** Your assignment **
In the records that come next, find every line with "leave". Return those lines.

** Data records **
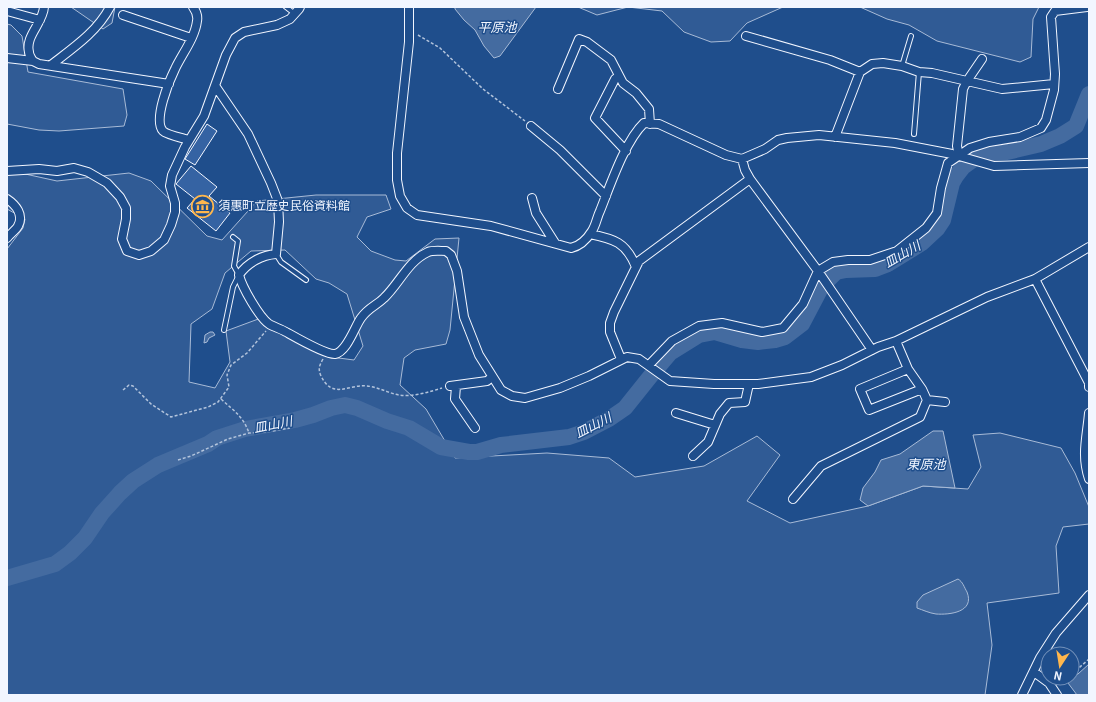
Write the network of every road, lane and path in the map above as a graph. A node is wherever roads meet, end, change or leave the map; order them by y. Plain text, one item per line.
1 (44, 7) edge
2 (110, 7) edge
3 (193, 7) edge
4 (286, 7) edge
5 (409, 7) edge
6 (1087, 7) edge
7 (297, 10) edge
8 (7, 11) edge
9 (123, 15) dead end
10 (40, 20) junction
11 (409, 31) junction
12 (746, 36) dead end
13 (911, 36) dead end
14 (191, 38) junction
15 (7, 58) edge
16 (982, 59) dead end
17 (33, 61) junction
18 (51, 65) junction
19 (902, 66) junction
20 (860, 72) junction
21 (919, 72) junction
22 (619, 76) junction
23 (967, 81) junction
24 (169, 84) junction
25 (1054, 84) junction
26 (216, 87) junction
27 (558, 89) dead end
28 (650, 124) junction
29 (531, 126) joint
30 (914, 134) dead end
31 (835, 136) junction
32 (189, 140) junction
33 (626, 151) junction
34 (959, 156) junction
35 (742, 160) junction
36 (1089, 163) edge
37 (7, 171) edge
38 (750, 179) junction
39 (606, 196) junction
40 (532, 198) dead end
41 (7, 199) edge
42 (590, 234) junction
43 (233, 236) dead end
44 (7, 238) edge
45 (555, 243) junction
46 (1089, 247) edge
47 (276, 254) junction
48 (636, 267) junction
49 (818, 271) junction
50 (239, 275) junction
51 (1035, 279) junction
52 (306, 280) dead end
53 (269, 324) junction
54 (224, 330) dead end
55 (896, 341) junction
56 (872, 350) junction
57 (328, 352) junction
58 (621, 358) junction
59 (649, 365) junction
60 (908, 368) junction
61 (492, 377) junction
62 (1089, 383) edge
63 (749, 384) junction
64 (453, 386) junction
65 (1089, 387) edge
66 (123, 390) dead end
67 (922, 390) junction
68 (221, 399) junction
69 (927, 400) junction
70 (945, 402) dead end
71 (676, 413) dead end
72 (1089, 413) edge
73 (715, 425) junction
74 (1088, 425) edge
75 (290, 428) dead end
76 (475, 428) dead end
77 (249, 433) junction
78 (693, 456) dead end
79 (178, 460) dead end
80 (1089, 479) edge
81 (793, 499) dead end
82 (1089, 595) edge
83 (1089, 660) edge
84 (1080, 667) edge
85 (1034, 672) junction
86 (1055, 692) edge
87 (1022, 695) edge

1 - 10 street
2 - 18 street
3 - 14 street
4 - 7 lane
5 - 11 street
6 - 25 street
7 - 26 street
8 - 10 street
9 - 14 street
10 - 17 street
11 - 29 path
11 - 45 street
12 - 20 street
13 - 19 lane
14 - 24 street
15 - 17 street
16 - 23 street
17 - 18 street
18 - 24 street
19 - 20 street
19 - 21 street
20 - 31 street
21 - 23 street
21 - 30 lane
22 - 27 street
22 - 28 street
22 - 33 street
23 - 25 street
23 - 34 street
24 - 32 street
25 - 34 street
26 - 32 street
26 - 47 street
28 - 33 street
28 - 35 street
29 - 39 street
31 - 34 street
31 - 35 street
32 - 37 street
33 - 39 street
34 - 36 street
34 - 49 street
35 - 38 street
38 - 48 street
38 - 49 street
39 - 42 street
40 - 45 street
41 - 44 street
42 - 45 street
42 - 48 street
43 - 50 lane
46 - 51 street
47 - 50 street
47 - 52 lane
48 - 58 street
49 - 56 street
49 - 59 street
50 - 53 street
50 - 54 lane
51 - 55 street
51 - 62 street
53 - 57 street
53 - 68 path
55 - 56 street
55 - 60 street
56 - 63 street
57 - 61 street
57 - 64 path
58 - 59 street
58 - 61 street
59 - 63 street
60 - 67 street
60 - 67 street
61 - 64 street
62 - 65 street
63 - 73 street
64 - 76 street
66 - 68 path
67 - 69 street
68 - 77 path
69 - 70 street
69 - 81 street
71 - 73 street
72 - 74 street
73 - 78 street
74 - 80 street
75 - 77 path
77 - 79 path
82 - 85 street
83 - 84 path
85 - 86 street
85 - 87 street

--

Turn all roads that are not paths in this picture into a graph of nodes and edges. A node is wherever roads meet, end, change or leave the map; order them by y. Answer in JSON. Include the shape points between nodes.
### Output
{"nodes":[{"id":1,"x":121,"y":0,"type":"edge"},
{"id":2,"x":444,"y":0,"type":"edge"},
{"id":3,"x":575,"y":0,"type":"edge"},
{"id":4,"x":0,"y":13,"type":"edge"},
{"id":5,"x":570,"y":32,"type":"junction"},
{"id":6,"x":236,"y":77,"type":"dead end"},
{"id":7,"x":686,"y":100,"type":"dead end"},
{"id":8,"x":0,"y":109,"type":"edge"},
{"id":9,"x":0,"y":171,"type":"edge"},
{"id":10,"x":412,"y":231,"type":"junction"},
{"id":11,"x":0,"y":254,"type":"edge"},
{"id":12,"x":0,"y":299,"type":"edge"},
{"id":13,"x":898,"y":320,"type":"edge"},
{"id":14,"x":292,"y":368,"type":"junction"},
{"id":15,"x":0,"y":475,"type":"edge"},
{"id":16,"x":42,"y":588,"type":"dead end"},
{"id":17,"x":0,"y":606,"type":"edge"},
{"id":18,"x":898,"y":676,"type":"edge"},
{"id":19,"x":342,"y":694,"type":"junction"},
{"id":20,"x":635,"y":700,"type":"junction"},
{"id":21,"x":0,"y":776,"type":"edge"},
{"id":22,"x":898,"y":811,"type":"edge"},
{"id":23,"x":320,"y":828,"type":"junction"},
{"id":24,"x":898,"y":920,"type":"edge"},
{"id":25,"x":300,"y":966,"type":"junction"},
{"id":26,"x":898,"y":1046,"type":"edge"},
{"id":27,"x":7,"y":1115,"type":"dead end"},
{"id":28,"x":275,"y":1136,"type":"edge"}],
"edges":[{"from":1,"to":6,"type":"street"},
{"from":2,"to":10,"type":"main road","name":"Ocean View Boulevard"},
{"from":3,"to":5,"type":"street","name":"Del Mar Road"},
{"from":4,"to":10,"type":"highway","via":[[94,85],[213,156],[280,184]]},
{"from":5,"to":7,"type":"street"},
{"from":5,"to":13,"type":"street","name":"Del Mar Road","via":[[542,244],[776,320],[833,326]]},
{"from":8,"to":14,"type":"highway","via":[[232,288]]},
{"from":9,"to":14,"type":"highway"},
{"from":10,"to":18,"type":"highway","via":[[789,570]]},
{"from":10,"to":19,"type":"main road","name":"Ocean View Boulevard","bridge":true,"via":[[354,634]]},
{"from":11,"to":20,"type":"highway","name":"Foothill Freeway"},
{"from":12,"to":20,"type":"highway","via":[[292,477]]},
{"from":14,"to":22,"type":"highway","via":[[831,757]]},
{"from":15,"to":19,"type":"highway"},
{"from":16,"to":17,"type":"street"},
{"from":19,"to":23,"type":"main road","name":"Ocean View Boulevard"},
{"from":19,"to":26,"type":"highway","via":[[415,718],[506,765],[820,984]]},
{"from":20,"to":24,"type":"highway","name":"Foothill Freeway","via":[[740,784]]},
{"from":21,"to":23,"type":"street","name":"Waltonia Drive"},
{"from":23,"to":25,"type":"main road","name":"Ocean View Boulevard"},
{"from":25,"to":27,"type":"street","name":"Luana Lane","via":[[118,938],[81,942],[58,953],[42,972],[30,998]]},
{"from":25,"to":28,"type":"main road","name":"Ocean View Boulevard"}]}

** Expected answer **
Write the network of every road, lane and path in the map above as a graph. A node is wherever roads meet, end, change or leave the map; order them by y. Plain text, one item per line.
Turn all roads that are not paths in this picture into a graph of nodes and edges. A node is wherever roads meet, end, change or leave the map; order them by y. Answer in JSON. Include the shape points between nodes.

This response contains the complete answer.